Please someone help me with this....

Thanks,

Nacha

ebaines · Jul 7, 2008, 01:38 PM

Start by breaking the problem in two - consider the components of the forces in the horizontal direction seprarately from the components of the forces in the vertical direction. You want to have $\Sigma F_x = 0$ and $\Sigma F_y = 800N$ . The 600N force that goes up to the left has a horizontal component of 600N * (-4/5) (note that its sign is negative as it goes to the left), and a vertical component of 600N * 3/5. The 400N force going up to the right has a horizontal component of 400N * cos(30), and a vertical componenet of 400* sin(30).
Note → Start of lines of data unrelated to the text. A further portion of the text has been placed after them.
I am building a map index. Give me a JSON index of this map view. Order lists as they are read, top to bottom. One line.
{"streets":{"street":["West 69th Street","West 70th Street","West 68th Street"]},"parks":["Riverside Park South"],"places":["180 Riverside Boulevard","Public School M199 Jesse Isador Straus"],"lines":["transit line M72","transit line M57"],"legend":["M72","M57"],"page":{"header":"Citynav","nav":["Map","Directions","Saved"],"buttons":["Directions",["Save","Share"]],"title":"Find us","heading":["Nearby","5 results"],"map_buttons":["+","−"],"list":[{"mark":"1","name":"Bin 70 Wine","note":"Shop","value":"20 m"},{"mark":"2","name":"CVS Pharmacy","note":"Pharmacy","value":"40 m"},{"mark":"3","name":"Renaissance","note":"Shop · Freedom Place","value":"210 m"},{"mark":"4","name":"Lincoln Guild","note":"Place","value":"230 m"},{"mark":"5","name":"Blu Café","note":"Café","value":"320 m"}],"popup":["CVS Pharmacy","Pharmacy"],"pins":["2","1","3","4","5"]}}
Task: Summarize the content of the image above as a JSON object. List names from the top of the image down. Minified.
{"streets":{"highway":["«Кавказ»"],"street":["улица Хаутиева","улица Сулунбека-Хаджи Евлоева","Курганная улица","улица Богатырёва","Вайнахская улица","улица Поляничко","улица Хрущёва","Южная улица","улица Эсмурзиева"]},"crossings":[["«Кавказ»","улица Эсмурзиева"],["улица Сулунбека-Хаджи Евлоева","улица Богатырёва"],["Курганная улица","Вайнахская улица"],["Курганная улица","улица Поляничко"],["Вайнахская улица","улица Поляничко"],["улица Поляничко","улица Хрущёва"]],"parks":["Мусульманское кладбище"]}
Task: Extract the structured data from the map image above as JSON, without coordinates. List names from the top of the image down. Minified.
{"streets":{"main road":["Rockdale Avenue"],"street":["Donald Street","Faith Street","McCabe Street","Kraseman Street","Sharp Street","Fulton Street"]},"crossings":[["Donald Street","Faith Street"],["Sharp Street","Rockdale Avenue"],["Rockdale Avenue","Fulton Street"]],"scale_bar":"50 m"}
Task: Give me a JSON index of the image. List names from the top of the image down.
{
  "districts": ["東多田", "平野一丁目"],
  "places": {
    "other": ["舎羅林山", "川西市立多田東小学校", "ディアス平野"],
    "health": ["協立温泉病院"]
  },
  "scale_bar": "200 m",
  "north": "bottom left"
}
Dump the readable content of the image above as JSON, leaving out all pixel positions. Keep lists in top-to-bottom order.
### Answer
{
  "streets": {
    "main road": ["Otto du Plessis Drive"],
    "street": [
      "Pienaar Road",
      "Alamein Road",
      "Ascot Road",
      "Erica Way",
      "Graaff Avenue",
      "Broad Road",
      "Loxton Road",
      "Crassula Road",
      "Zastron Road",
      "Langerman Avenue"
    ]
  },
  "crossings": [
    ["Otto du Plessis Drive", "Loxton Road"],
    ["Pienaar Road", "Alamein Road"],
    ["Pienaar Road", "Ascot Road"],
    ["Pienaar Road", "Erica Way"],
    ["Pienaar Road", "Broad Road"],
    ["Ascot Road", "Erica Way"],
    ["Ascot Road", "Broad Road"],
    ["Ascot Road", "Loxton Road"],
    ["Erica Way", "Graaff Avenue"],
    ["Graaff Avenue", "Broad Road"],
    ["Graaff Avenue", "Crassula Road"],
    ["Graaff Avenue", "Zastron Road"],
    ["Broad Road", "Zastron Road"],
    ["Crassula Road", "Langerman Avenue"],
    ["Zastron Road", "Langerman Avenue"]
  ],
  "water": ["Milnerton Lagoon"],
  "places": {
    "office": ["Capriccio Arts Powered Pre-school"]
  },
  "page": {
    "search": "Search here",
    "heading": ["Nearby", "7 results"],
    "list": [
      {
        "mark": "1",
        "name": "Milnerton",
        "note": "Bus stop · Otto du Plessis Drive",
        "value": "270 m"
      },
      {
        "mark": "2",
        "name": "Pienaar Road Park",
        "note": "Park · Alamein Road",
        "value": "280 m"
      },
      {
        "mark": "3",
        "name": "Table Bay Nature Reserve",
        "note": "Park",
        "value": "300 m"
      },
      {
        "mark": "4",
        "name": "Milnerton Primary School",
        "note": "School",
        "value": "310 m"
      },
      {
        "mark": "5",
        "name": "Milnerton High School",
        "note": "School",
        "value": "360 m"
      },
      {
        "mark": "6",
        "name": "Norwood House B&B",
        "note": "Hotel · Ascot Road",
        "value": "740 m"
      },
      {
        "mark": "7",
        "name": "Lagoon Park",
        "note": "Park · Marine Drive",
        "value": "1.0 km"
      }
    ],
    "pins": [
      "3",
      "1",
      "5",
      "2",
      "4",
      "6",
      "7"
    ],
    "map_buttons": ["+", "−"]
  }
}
The unknown force $F_1$ has a horizontal component of $F_1 * cos( \theta)$ and a vertical component of $F_1 sin( \theta)$ . So summing all the horizontal forces and setting that equal to 0 yields:

$ \Sigma F_x = 600(-4/5) + F_1 cos( \theta) + 400N * cos(30) = 0 $

From this you can determine the value for $F_1 cos( \theta )$ .

Then sum the forces in the vertical direction:

$ \Sigma F_y = 600*3/5 +F_1 sin( \theta ) + 400*sin(30) = 800 $

This gives you $F_1 sin( \theta )$ . The value of $F_1$ can then be found from:

$ F_1 = \sqrt { (F_1 cos ( \theta ))^2 + (F_1 sin ( \theta ))^2 } $
and the direction of $F_1$ is:

$ \theta = Atan ( \frac {F_1 sin ( \theta ) } {F_1 cos( \theta ) } $

Nacha · Jul 7, 2008, 02:44 PM

Hi,

Thanks a lot for helping me solve this problem, really it was a great help.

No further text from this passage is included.